We hold courses in mostly Adobe software at my work; the newly started AI introduction course (chatGPT, Leonardo, Canva, Firefly Adobe, newest versions of Photoshop & Illustrator) are constantly fully booked. There is definitely a demand out there and it's increasing. The AI assisted functionality I've played around with - mostly in Photoshop - is quite impressive. Until you notice that the AI generated George Clooney image has 6 fingers instead of 5 on one of his hands :lol:
 
Authors replaced by trillions of imaginary monkeys with imaginary typewriters. Such a brave new post human world.
Yarr mateys I want me million monkeys sailing the high seas of accuracy plundering scientific booty
 
Think of the poop on the decks.
 
There’s going to be monkeys either way.
 
You could push them off the deck. Not sure how long monkeys swim.
 
I use AI. I want it to be trained on scientific papers. I do not want copyright to prohibit the training of AI.

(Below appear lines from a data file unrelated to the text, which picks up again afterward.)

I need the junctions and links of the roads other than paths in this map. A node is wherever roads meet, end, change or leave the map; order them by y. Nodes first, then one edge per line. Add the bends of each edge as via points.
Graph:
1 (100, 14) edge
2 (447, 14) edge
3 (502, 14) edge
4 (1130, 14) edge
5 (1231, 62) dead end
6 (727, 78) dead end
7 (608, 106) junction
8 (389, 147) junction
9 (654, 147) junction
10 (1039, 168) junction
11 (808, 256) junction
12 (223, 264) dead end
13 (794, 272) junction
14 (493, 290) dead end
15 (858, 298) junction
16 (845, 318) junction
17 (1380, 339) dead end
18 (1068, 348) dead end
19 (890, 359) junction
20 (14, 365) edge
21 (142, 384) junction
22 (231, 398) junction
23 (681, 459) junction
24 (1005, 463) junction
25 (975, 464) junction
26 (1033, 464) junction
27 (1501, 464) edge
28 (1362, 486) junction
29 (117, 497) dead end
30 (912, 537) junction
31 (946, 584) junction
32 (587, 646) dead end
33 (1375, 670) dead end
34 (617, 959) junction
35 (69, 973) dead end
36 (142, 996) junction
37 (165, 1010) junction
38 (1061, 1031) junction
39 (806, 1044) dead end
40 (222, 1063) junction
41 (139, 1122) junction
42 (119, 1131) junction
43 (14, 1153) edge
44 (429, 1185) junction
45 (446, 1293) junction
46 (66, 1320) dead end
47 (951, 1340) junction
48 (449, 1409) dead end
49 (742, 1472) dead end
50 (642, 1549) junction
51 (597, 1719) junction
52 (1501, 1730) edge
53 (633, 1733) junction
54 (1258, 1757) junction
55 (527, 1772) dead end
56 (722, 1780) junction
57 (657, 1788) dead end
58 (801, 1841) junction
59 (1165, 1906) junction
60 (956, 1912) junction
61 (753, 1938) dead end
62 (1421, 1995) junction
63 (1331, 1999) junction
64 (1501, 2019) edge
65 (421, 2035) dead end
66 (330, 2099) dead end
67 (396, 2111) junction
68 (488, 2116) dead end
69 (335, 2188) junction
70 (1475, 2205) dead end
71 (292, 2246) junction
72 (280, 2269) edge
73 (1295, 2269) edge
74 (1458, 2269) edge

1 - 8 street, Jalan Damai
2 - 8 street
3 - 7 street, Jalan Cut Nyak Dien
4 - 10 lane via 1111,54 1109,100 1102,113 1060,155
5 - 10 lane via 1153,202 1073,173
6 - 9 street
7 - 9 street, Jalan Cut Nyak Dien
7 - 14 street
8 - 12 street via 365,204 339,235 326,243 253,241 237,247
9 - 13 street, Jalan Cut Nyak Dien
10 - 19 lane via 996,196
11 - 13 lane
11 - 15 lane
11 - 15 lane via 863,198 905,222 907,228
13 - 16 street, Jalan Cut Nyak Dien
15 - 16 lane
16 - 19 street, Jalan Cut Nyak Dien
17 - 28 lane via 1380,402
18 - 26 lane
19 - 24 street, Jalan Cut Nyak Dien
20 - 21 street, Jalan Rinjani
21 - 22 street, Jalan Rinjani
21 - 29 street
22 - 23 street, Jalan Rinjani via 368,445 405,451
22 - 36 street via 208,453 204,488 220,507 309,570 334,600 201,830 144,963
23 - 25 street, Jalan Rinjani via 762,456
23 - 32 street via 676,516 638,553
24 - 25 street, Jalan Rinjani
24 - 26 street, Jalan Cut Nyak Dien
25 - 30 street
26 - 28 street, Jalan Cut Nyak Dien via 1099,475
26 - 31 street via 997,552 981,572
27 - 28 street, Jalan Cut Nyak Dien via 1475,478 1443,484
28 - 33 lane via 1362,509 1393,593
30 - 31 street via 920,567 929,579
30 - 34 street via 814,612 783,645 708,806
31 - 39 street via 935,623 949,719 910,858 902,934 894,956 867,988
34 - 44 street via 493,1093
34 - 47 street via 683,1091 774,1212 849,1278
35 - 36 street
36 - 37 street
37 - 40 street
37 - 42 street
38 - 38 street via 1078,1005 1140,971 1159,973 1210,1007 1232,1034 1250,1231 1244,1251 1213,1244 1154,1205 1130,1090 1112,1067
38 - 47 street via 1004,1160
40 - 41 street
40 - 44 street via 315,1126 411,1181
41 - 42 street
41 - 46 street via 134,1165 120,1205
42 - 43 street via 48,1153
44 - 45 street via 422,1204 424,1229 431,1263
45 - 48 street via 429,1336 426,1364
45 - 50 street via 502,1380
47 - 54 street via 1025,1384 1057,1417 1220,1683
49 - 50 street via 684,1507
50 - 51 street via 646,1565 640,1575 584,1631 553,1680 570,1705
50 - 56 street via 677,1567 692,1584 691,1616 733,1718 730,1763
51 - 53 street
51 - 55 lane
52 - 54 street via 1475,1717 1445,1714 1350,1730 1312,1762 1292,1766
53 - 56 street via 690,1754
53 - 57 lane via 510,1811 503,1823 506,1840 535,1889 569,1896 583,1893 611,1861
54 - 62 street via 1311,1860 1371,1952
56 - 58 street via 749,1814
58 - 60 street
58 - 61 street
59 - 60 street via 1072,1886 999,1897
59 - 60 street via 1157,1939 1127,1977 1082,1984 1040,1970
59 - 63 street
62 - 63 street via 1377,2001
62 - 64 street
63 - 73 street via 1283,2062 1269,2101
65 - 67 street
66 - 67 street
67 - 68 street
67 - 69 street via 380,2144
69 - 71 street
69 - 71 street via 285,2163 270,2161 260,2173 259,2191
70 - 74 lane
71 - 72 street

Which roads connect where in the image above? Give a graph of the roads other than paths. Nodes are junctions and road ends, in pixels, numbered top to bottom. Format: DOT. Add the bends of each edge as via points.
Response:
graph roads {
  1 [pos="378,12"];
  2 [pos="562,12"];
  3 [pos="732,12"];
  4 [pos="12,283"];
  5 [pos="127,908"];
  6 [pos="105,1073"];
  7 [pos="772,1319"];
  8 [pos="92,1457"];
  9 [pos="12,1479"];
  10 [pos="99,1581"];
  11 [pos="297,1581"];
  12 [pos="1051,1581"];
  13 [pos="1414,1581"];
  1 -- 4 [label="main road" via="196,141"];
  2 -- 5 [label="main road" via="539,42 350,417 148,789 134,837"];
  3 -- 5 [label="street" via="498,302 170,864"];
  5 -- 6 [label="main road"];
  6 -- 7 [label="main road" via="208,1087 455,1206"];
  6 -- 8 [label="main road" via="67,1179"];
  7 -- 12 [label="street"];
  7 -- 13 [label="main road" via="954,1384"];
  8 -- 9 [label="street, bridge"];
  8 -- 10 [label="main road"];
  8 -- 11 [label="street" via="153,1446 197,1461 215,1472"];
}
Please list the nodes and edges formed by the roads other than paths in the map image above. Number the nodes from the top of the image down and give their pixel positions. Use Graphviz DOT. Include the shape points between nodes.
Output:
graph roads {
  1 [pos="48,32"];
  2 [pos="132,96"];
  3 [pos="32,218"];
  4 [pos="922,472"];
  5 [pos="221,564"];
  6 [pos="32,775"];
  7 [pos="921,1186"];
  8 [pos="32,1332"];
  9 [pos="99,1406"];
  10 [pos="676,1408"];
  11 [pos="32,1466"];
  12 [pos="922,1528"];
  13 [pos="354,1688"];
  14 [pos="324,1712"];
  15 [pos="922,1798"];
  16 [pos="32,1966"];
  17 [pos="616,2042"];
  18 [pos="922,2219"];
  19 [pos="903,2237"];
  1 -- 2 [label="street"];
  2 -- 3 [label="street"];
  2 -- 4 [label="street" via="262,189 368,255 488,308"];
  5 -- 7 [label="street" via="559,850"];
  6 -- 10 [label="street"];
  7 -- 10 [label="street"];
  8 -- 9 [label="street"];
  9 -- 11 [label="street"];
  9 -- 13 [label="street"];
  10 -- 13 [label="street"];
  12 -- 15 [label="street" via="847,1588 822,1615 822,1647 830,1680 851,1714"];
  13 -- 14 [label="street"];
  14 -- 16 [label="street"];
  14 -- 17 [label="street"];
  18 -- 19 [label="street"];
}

I definitely don’t want copyright to prohibit my own citing of information which is taking that to its conclusion.
 
I use AI. I want it to be trained on scientific papers. I do not want copyright to prohibit the training of AI.

I definitely don’t want copyright to prohibit my own citing of information which is taking that to its conclusion.
I am not so sure the interaction falls under understood patterns of quid pro quo. If it's parasitic, does being new and strong excuse that? Or maybe just make it a sort of imevitable?
 
I am not so sure the interaction falls under understood patterns of quid pro quo. If it's parasitic, does being new and strong excuse that? Or maybe just make it a sort of imevitable?
I don’t know how you decide a jump off point. Are we better as hunter gatherers using sticks only? Or do we arbitrarily draw the technology line at present day and say “what happened before was progress/whatever, but more happens to be bad”? Or is there a way to filter?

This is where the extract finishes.